Copy word for word the lines in the records below, starting at the line with "For a GIS import: Convert" and ending at the line with "Annotation task. Dump". Skip the pictures.

■ RECORDS SUPPLIED ■
============================================================

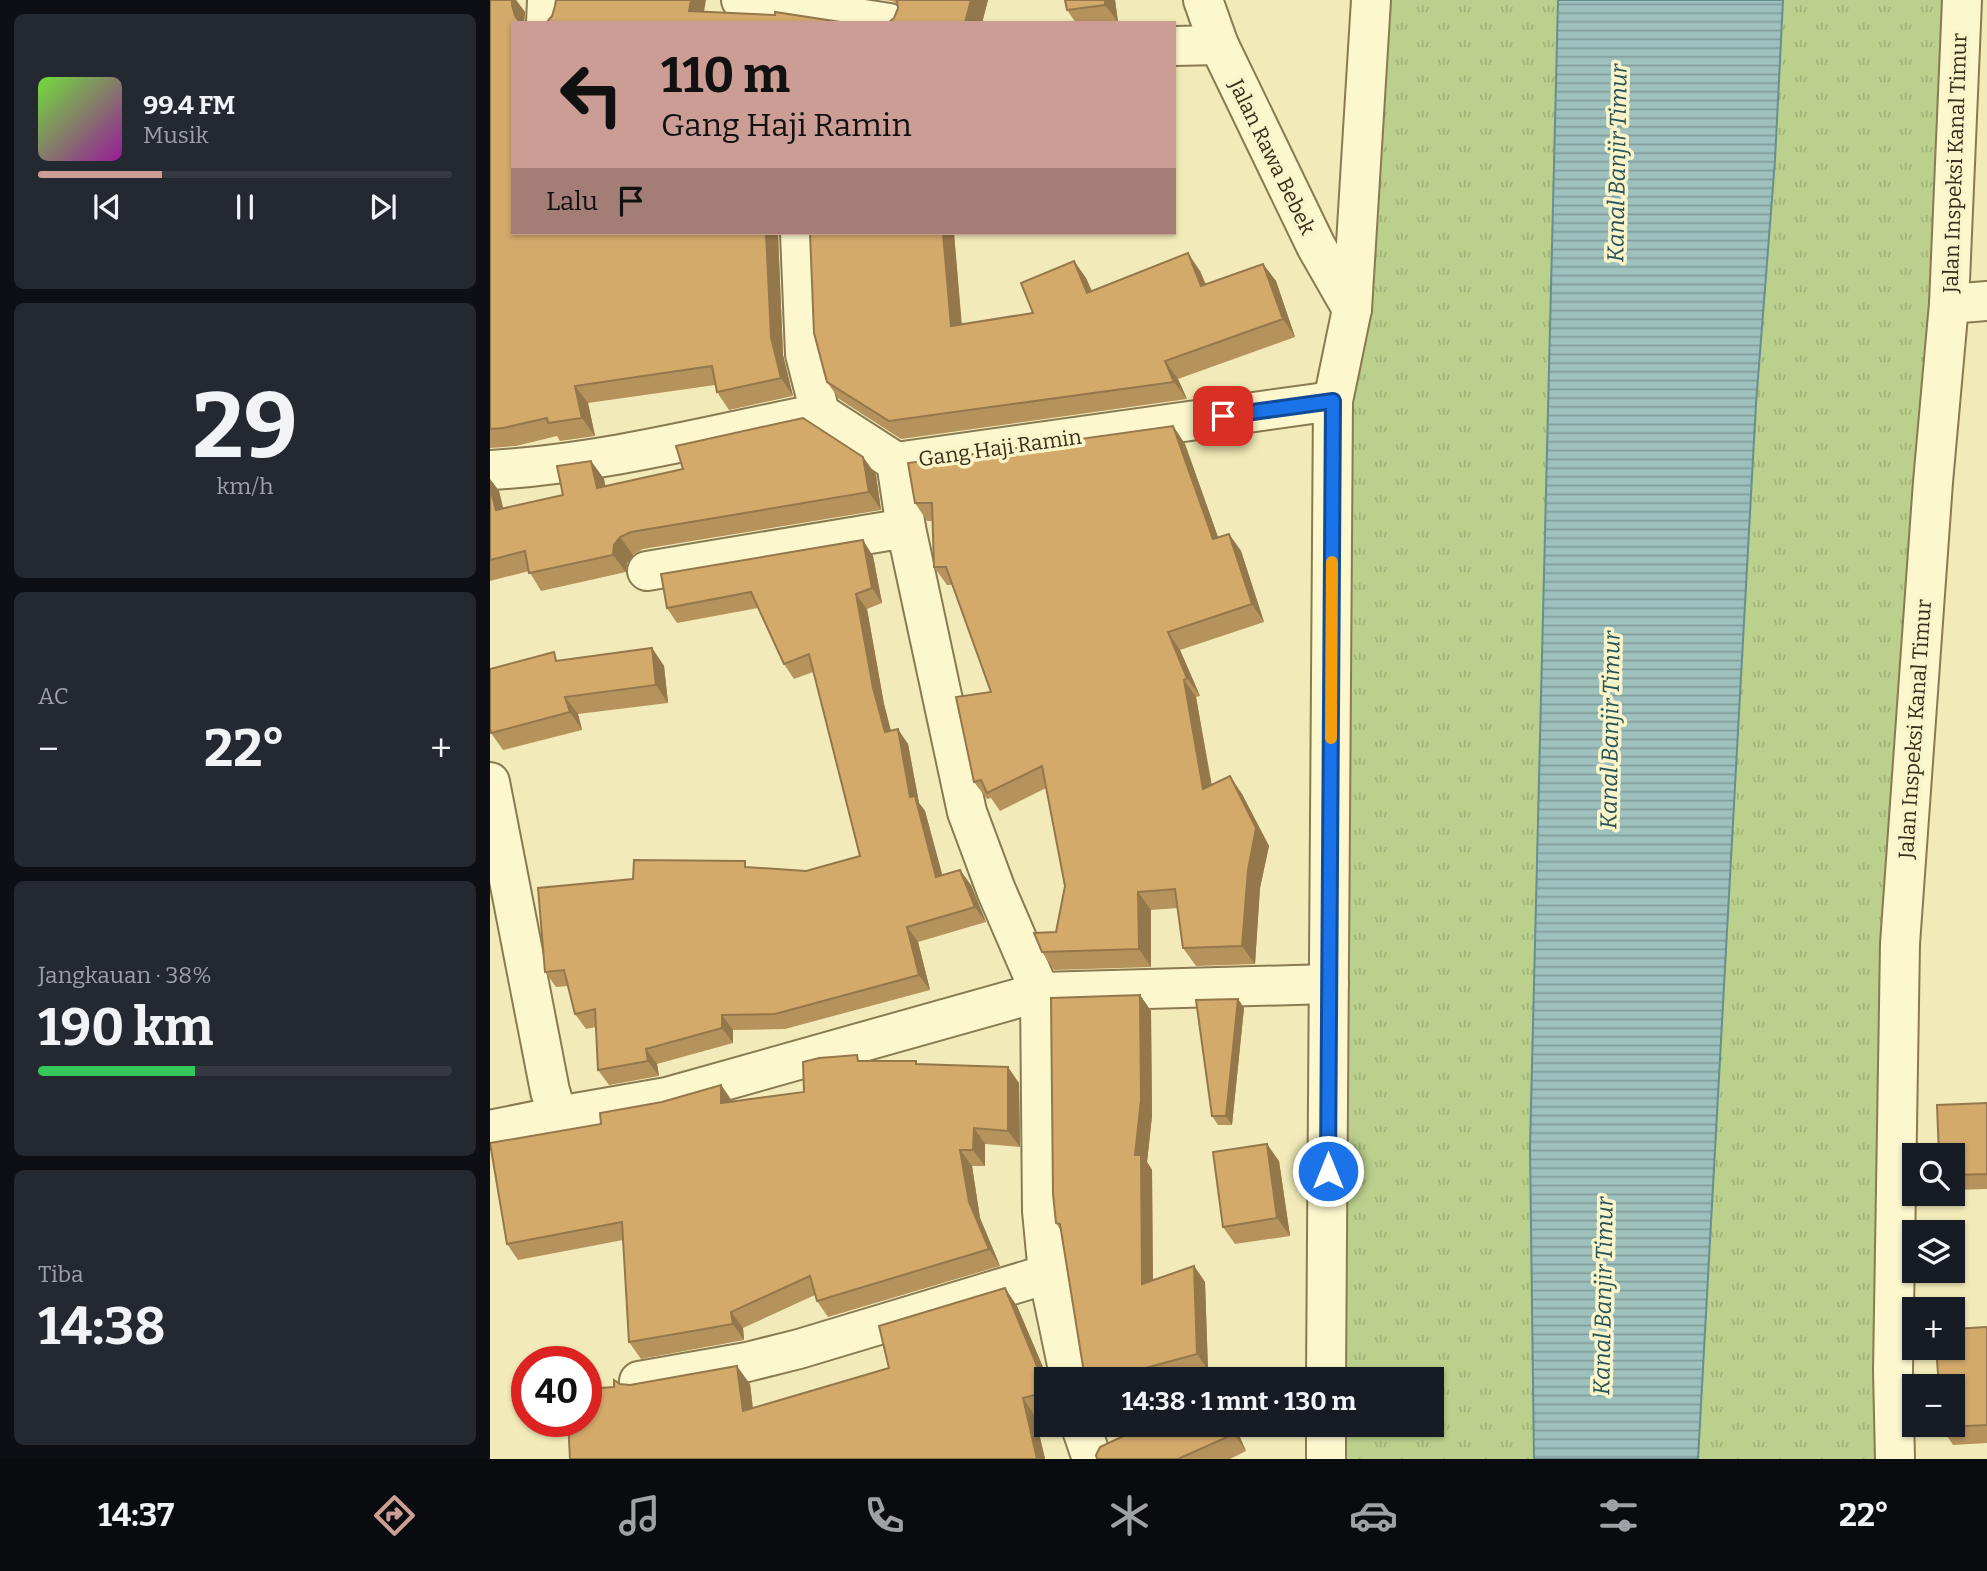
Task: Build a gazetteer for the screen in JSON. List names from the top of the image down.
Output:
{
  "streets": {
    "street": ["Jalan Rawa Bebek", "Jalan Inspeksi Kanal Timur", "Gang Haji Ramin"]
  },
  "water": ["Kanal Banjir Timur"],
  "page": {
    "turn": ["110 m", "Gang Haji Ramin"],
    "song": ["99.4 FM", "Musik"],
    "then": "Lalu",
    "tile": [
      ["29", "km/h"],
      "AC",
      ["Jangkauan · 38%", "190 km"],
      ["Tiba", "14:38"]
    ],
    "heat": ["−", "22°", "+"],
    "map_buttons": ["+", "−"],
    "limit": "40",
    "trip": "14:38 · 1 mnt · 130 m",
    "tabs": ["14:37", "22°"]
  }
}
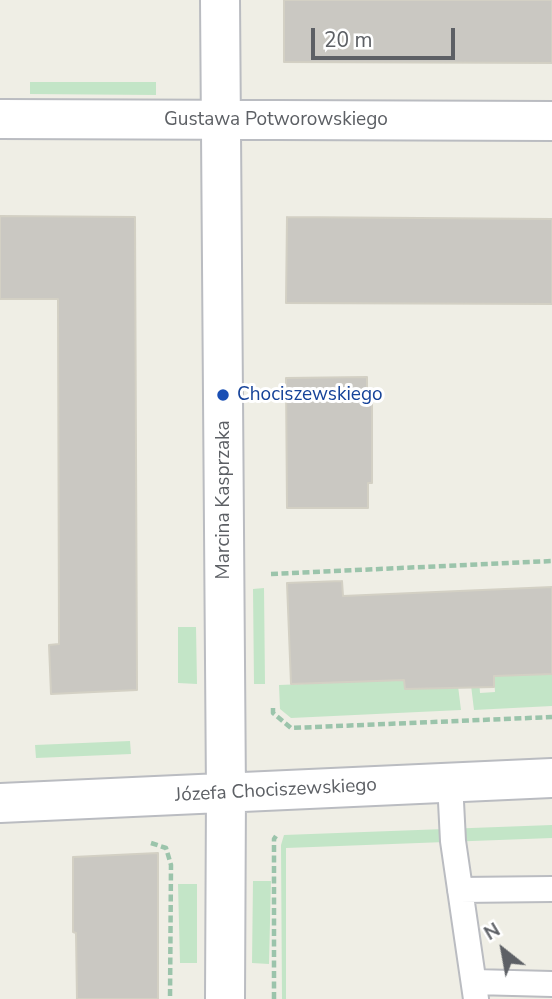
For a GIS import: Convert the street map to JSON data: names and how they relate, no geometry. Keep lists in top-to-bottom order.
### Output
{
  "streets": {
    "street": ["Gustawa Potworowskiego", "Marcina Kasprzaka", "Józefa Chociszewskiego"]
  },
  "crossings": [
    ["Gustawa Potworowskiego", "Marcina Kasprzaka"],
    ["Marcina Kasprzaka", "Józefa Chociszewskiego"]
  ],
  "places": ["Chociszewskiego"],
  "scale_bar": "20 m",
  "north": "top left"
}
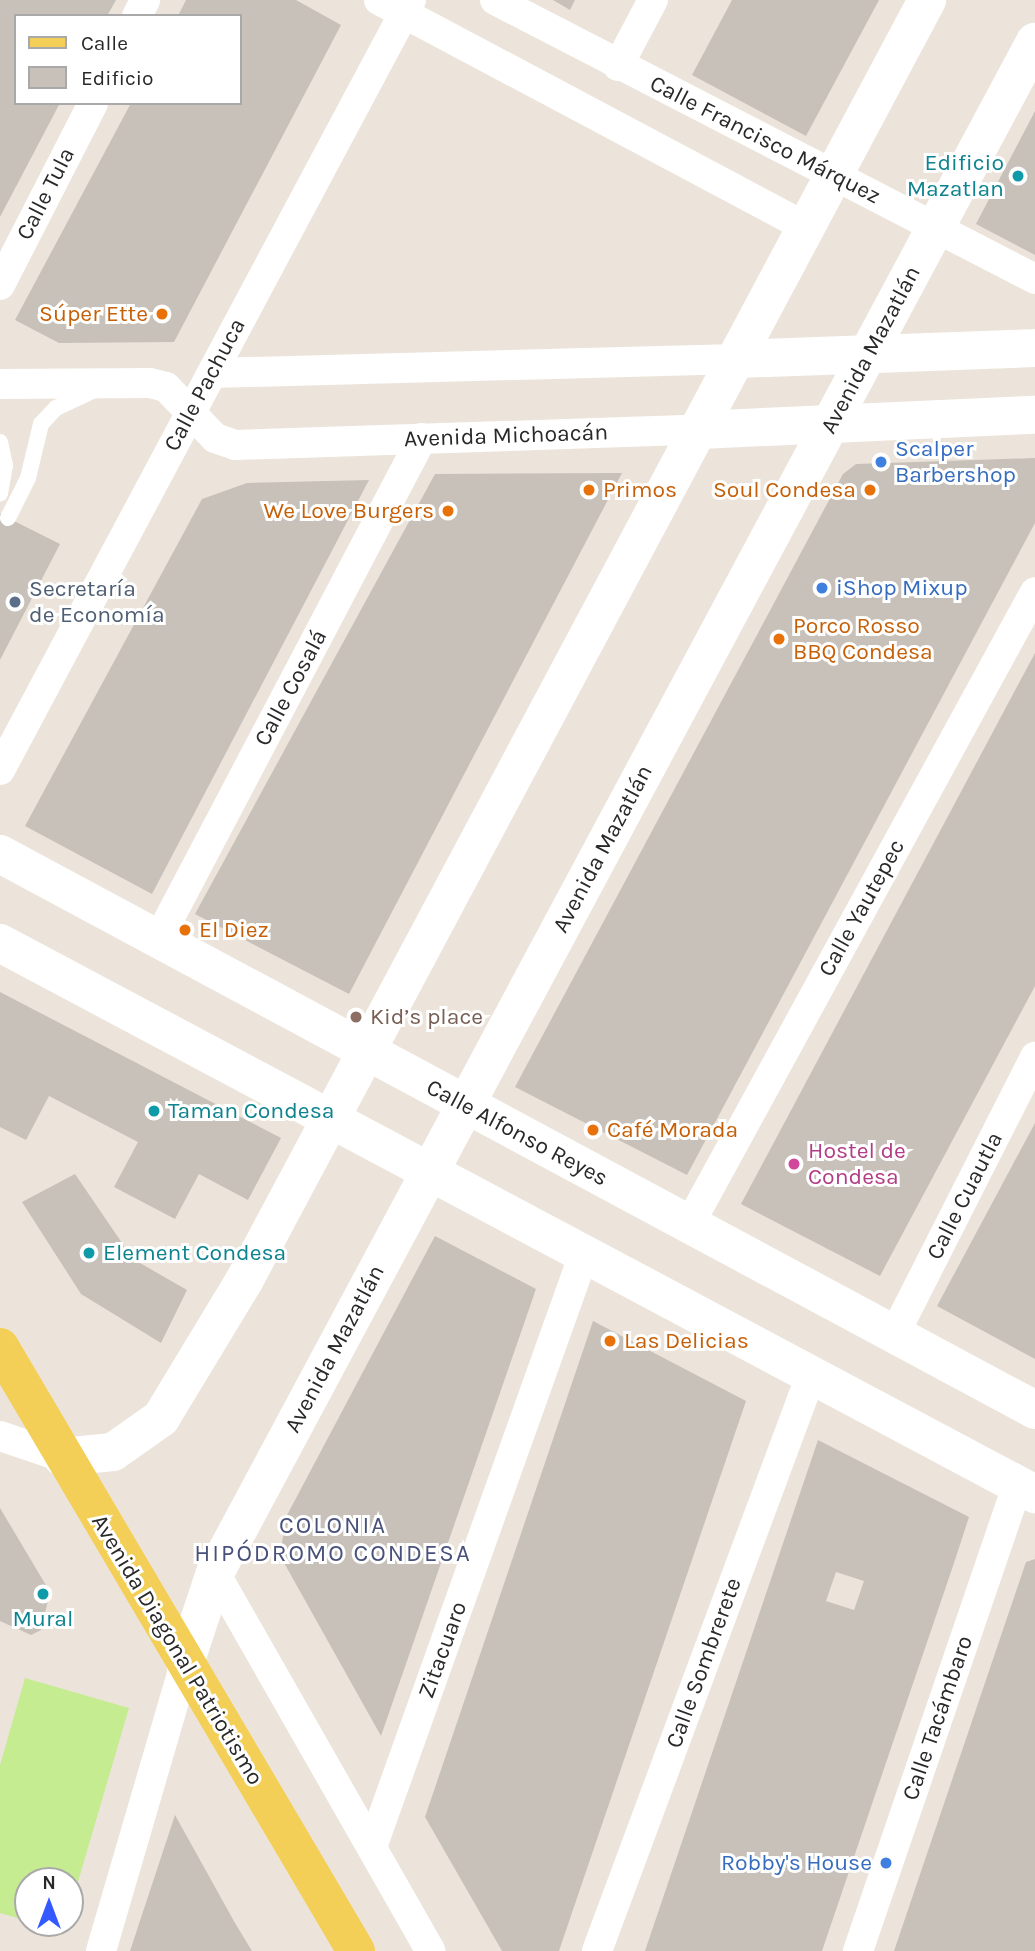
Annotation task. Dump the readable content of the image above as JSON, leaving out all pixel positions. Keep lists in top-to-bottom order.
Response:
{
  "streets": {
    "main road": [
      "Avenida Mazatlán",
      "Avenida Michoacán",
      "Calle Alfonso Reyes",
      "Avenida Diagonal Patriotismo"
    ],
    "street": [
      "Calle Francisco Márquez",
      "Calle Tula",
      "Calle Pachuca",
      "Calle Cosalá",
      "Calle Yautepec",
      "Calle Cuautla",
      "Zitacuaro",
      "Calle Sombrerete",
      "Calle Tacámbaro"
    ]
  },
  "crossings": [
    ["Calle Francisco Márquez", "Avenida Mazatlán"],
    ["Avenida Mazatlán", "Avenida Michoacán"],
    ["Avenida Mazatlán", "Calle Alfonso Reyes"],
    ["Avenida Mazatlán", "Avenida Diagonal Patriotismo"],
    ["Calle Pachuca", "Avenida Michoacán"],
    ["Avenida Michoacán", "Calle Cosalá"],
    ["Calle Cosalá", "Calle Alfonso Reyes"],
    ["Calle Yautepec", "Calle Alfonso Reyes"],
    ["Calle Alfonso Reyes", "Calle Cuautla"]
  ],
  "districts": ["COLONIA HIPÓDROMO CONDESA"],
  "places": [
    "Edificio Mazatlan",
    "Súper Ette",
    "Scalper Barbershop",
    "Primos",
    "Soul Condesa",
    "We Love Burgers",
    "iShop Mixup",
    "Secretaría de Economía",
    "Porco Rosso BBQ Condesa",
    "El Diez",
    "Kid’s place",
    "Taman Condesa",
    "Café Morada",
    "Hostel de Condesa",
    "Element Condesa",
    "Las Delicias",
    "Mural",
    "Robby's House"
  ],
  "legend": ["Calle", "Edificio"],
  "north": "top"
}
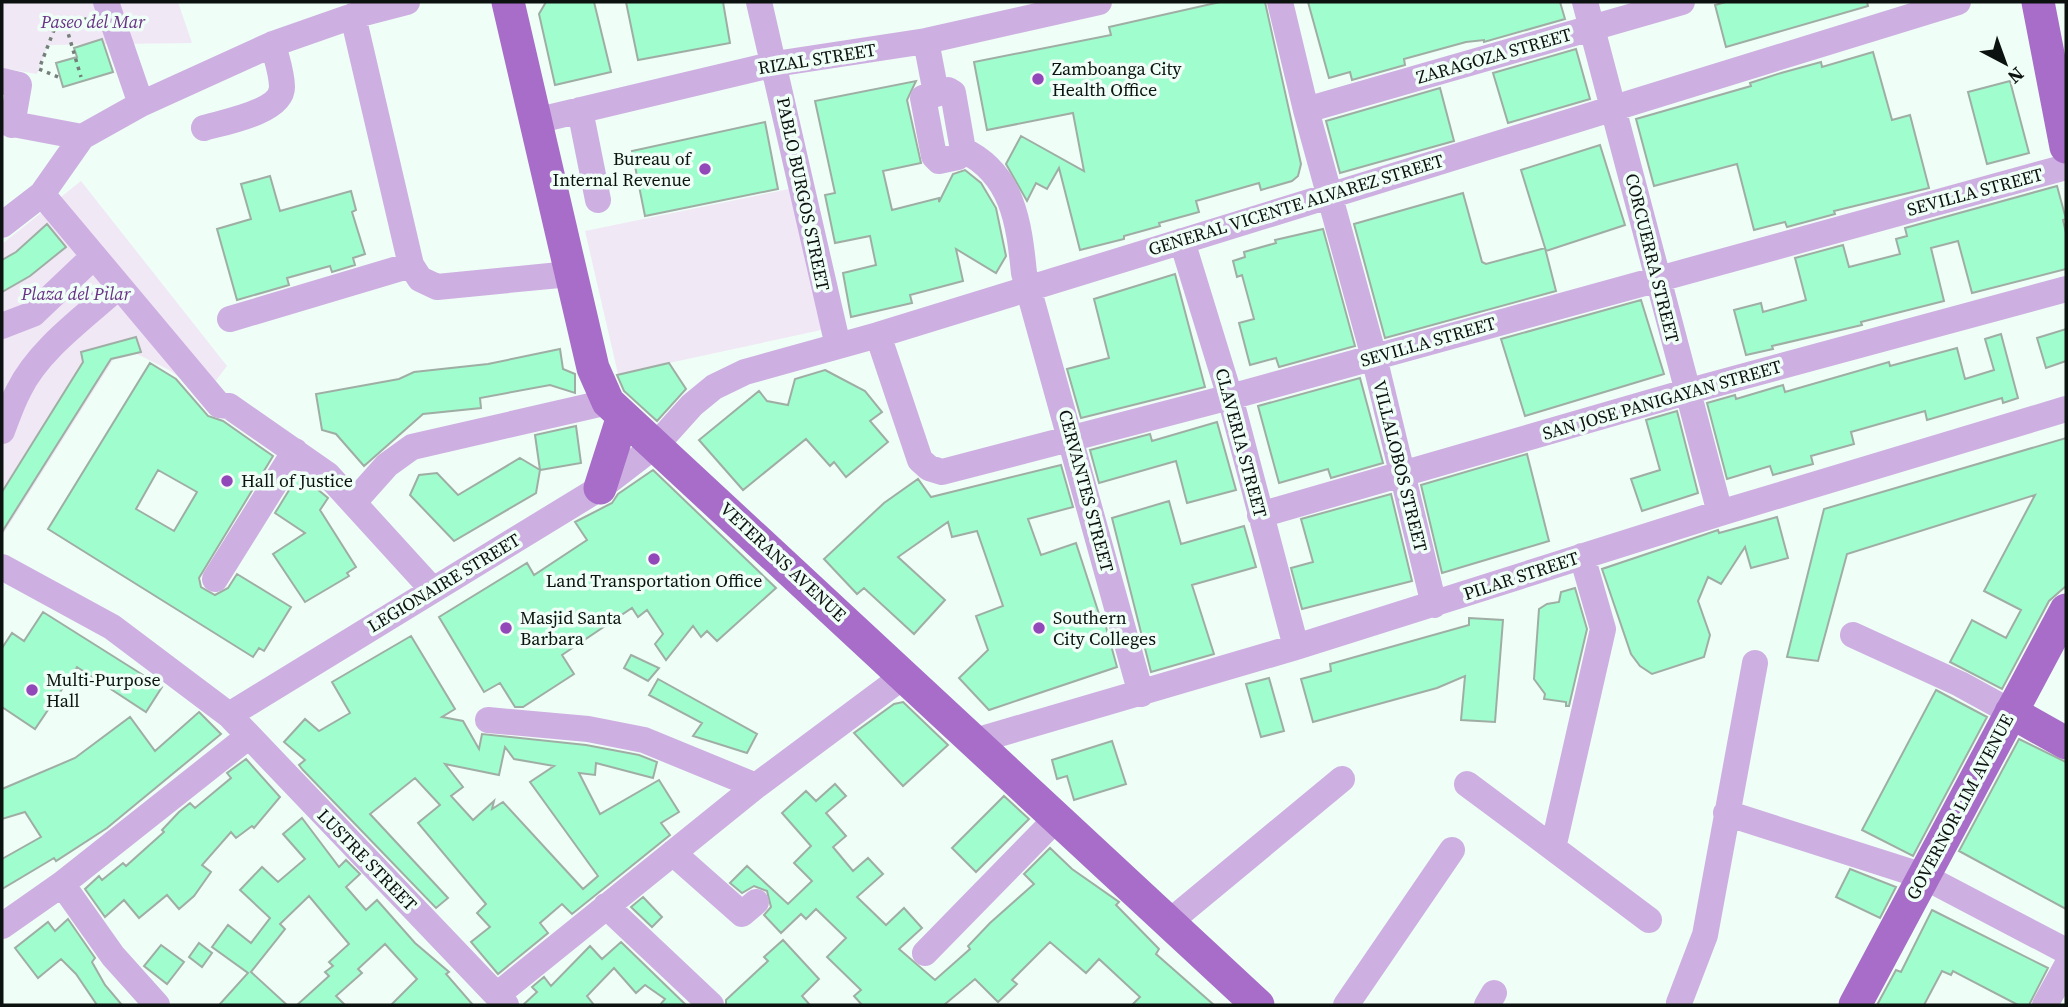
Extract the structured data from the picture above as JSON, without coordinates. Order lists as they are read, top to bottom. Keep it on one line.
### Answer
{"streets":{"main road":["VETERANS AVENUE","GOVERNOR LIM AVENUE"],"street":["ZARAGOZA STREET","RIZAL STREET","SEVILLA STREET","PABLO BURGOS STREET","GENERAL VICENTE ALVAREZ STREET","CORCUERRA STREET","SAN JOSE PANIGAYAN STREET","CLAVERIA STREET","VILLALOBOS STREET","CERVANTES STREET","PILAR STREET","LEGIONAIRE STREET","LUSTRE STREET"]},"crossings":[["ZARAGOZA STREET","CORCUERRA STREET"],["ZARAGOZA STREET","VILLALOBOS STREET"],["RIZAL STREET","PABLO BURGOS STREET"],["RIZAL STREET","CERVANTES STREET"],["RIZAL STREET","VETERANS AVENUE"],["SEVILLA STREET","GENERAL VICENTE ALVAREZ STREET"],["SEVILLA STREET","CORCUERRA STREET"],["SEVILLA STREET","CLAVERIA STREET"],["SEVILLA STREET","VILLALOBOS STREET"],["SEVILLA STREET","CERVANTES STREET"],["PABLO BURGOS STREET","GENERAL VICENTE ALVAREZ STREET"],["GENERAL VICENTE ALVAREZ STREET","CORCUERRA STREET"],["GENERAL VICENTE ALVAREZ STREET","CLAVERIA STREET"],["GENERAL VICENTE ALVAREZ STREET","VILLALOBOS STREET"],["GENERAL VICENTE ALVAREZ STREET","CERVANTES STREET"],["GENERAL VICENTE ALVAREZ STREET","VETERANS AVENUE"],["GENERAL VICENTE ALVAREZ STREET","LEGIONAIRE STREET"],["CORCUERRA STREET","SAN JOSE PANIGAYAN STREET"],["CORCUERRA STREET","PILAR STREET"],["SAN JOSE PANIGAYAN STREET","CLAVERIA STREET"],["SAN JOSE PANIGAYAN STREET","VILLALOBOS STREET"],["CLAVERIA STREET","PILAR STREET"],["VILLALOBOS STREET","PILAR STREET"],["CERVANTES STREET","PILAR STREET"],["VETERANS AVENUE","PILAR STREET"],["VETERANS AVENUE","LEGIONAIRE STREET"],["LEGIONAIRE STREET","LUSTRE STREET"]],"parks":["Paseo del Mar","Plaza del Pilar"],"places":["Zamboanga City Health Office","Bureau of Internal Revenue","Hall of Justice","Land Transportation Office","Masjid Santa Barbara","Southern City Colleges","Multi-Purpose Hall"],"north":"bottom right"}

============================================================

■ SOLUTION TO THE PROBLEM ■
For a GIS import: Convert the street map to JSON data: names and how they relate, no geometry. Keep lists in top-to-bottom order.
### Output
{
  "streets": {
    "street": ["Gustawa Potworowskiego", "Marcina Kasprzaka", "Józefa Chociszewskiego"]
  },
  "crossings": [
    ["Gustawa Potworowskiego", "Marcina Kasprzaka"],
    ["Marcina Kasprzaka", "Józefa Chociszewskiego"]
  ],
  "places": ["Chociszewskiego"],
  "scale_bar": "20 m",
  "north": "top left"
}
Annotation task. Dump the readable content of the image above as JSON, leaving out all pixel positions. Keep lists in top-to-bottom order.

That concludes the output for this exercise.